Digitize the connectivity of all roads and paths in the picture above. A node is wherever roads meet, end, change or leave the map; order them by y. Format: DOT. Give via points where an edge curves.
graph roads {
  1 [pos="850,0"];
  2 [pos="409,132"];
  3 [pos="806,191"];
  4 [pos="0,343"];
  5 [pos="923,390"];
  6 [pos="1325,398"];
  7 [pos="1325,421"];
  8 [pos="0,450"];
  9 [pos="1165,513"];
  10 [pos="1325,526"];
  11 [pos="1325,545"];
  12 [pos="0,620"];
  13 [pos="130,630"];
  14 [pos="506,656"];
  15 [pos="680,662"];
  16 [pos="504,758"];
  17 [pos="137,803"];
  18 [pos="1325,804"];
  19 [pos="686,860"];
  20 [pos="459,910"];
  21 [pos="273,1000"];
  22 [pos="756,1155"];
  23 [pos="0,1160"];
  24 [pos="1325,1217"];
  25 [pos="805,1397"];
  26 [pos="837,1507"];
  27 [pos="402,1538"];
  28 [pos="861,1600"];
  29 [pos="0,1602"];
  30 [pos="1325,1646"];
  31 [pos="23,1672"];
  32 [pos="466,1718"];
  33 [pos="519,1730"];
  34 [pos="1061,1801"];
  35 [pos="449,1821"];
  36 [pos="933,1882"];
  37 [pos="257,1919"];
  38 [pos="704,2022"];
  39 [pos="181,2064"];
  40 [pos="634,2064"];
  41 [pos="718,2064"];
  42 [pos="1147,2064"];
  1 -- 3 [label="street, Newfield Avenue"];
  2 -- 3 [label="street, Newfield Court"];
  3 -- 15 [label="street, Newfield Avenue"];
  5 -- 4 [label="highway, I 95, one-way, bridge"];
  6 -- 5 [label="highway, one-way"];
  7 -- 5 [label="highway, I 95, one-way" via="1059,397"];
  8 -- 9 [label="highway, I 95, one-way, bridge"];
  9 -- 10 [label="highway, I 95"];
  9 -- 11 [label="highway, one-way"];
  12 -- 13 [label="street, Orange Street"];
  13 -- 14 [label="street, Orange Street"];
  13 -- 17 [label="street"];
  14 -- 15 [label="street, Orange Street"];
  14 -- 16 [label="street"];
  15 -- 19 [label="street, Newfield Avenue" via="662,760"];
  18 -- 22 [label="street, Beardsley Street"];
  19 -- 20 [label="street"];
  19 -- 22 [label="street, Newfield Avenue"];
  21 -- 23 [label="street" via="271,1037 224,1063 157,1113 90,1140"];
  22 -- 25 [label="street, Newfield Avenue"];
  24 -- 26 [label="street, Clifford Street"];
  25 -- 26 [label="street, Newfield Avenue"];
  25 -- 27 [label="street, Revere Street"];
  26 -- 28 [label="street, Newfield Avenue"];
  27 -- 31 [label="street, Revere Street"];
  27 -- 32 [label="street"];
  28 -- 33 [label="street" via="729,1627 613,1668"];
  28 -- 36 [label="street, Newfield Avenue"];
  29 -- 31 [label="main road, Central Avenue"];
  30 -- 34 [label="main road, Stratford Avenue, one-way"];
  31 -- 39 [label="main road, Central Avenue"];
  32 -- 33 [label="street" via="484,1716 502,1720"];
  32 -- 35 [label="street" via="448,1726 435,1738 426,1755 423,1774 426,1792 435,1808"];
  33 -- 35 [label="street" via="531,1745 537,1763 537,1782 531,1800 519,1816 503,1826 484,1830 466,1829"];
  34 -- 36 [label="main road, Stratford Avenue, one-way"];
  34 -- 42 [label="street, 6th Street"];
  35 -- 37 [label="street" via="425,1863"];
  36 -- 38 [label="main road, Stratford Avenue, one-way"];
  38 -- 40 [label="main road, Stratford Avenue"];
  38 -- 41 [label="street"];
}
--
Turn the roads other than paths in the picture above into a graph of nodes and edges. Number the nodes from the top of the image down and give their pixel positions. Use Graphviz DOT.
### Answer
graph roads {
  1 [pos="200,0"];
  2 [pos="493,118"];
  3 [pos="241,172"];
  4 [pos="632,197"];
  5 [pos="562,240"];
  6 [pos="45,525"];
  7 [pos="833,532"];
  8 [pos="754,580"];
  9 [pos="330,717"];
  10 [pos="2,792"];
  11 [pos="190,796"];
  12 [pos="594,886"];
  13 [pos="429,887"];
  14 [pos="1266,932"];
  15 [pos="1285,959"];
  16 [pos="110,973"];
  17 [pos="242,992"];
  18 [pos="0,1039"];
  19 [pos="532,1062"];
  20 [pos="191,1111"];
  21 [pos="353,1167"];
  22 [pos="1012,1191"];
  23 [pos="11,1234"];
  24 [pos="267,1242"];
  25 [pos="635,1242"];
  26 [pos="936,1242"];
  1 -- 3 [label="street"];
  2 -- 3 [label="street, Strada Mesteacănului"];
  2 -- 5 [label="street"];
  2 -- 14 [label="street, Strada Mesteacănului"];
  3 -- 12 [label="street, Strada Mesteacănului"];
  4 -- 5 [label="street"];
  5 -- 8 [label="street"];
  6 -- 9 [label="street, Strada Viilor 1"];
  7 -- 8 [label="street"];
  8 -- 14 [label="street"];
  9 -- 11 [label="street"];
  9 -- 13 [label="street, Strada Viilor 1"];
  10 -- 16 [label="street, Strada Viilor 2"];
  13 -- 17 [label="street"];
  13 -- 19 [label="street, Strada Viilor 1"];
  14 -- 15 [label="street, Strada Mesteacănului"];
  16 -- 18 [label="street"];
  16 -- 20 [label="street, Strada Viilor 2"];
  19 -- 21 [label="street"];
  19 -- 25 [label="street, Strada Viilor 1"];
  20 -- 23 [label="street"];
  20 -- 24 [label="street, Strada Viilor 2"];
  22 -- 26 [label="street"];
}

### WORK REQUIRED
Look through the material above for the word "Stratford" and copy every line that has it.

### EXERCISE ANSWER
  30 -- 34 [label="main road, Stratford Avenue, one-way"];
  34 -- 36 [label="main road, Stratford Avenue, one-way"];
  36 -- 38 [label="main road, Stratford Avenue, one-way"];
  38 -- 40 [label="main road, Stratford Avenue"];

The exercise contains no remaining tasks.